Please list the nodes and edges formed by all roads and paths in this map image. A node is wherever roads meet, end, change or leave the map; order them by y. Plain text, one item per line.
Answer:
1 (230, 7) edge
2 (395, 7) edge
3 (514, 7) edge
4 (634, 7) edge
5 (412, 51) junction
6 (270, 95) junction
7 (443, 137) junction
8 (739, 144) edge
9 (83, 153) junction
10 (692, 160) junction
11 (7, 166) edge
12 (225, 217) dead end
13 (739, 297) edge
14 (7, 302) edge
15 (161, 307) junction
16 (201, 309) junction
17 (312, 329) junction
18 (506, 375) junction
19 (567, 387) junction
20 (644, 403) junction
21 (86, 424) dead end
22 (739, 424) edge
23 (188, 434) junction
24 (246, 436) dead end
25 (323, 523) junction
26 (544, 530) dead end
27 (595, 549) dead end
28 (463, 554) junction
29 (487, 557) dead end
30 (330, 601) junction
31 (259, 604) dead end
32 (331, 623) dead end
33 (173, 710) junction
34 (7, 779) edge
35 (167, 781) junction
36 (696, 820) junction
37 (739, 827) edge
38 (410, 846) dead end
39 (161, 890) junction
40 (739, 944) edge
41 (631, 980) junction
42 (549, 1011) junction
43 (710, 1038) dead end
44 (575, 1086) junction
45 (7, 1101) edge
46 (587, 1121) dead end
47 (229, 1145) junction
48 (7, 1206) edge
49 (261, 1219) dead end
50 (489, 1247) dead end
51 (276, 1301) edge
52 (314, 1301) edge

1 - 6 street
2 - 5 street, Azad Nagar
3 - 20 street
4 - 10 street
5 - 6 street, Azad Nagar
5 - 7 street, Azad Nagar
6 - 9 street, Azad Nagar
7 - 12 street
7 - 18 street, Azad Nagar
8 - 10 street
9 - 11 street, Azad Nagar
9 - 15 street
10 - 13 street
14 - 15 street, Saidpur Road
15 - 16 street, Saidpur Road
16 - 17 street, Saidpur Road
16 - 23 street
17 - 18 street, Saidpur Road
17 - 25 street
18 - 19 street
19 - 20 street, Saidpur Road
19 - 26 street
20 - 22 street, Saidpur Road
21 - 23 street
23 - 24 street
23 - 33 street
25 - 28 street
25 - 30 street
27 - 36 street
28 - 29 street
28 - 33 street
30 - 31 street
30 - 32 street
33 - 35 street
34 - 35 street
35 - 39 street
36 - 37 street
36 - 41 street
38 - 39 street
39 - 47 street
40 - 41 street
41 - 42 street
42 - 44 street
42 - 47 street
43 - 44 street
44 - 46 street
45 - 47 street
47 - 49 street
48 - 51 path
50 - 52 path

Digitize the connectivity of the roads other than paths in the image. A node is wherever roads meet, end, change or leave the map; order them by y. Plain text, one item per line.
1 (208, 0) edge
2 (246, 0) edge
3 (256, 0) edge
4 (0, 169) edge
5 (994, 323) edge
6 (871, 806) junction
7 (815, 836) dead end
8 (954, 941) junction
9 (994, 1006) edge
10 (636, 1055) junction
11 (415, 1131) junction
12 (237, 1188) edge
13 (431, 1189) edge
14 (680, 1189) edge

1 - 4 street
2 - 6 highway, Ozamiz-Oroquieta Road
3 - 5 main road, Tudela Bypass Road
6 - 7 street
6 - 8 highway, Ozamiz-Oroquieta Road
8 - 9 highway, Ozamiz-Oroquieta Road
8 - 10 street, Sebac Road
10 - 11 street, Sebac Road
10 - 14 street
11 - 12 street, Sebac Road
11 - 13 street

* TASK REQUIREMENTS
Among the lines above, return those that contain the string "Sebac".

* SOLUTION BELOW
8 - 10 street, Sebac Road
10 - 11 street, Sebac Road
11 - 12 street, Sebac Road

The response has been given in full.